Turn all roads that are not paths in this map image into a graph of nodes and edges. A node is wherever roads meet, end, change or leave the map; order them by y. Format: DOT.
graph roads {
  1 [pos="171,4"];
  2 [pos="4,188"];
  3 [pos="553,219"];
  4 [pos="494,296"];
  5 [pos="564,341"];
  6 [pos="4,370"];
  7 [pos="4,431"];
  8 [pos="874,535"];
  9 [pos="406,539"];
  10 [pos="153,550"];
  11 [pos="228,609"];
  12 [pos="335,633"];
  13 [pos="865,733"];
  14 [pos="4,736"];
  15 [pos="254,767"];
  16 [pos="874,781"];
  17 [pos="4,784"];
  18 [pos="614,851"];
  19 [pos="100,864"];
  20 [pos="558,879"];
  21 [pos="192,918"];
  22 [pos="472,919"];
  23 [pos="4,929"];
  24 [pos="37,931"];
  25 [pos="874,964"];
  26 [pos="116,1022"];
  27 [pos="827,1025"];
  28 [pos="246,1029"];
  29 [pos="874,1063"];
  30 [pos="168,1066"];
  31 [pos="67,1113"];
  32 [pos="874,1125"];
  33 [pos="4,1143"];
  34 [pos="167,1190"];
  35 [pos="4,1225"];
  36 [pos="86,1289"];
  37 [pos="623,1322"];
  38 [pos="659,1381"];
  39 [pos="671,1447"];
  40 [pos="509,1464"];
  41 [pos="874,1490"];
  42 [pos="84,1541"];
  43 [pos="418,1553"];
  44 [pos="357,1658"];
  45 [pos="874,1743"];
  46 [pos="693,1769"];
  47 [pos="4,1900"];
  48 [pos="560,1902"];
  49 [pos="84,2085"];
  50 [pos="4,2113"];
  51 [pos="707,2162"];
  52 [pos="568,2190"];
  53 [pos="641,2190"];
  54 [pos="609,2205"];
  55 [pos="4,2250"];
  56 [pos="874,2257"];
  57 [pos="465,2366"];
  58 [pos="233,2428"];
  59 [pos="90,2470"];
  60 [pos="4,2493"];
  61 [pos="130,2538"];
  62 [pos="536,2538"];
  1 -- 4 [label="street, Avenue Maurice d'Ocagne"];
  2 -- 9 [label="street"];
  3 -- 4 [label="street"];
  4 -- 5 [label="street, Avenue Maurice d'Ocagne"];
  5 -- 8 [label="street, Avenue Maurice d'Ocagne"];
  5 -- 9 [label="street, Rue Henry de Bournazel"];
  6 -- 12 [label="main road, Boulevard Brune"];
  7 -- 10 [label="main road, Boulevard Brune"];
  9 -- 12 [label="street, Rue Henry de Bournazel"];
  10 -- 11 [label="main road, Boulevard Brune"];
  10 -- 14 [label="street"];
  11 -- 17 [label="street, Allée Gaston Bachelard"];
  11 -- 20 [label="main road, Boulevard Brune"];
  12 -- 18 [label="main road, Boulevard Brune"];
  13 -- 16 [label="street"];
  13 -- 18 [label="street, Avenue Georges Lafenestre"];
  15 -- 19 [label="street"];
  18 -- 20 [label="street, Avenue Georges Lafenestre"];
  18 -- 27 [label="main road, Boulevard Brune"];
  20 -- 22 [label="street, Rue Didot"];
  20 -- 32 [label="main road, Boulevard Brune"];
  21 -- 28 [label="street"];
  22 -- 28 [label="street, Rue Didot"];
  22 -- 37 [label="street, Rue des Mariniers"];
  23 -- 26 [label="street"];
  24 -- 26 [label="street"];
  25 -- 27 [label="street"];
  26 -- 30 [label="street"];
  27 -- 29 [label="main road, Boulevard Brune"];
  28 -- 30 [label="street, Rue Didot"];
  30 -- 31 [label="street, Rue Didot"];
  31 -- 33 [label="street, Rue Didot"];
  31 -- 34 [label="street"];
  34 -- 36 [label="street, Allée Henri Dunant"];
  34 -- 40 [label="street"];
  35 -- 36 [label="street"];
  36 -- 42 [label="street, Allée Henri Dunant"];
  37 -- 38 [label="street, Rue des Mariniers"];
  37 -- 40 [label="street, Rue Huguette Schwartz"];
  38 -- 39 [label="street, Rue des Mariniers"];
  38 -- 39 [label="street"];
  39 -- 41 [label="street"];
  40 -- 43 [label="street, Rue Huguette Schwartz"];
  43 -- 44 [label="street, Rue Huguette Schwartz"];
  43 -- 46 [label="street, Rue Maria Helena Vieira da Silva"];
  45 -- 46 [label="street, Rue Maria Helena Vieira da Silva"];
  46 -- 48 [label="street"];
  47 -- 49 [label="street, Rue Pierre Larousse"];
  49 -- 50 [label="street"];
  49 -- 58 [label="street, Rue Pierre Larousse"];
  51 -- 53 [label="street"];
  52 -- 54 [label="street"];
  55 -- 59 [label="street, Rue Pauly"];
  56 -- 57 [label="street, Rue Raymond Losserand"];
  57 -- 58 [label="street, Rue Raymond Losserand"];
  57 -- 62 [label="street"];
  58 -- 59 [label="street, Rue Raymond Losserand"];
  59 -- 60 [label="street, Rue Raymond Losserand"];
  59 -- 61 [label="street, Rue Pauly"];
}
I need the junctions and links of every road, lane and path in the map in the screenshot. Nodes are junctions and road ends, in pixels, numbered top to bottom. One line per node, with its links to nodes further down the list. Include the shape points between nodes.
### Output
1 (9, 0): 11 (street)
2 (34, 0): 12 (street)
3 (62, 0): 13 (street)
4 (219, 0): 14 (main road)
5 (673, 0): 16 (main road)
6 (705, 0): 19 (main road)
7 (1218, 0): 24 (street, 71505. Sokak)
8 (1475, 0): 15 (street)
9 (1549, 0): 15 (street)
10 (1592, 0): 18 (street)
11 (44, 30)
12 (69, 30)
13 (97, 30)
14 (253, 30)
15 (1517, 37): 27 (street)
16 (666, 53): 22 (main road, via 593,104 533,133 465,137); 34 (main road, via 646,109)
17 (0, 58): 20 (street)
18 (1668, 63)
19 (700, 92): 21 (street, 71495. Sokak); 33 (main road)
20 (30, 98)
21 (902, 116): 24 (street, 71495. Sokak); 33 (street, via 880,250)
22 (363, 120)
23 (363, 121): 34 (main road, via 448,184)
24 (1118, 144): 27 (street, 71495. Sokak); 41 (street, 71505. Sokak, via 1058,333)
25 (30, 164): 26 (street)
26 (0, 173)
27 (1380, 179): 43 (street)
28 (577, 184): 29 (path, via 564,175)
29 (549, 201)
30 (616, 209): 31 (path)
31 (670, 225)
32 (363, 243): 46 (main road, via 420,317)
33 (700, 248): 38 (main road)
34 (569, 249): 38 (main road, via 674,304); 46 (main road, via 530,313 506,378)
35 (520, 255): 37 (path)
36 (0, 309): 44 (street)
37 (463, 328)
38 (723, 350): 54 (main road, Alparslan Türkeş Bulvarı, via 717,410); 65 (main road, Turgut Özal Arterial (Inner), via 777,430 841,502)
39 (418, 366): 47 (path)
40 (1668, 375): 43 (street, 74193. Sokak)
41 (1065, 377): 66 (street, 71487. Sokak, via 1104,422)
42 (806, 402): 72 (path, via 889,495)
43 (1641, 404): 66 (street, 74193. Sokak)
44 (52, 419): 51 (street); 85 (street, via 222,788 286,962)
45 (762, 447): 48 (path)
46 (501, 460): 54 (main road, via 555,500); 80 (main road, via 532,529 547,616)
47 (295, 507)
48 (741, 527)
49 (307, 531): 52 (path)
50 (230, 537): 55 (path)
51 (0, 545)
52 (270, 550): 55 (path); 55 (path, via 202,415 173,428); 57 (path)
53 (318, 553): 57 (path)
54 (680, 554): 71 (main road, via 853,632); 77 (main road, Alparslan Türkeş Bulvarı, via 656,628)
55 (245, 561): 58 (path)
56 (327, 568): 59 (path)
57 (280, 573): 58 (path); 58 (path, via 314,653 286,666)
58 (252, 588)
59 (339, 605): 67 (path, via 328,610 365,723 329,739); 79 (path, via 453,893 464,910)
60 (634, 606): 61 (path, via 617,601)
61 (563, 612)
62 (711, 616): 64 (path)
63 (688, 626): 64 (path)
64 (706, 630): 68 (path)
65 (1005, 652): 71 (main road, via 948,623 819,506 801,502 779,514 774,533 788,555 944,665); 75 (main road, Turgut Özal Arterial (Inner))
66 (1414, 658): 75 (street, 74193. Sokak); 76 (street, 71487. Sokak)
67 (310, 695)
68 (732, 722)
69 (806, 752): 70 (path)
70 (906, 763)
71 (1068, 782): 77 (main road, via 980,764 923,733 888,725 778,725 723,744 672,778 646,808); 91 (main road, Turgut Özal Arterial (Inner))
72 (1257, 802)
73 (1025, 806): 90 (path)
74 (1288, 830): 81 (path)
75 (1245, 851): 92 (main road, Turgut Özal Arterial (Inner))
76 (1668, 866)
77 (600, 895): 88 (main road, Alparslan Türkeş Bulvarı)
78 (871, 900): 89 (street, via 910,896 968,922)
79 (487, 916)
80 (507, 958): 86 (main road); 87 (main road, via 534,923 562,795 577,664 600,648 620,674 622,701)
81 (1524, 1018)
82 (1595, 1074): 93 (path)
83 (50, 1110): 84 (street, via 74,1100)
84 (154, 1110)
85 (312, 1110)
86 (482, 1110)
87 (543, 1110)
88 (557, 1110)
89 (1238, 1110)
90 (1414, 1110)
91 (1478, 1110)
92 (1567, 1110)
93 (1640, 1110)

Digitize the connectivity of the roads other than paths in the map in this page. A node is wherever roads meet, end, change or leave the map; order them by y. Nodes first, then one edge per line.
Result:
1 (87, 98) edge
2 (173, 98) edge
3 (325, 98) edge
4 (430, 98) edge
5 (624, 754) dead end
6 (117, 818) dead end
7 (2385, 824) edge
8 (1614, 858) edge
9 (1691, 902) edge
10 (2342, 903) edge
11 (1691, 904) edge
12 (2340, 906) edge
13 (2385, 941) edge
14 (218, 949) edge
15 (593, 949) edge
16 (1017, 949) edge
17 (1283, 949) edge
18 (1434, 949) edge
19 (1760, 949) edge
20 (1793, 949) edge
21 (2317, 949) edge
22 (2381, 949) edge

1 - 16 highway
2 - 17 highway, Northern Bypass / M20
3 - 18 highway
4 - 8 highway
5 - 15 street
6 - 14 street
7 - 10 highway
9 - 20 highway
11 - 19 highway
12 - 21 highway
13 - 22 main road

-------------------------

● **Task to carry out**
The word "Vieira" occurs on certain lines of the material; count those lines and respond with the number only.

● **Task answer**
2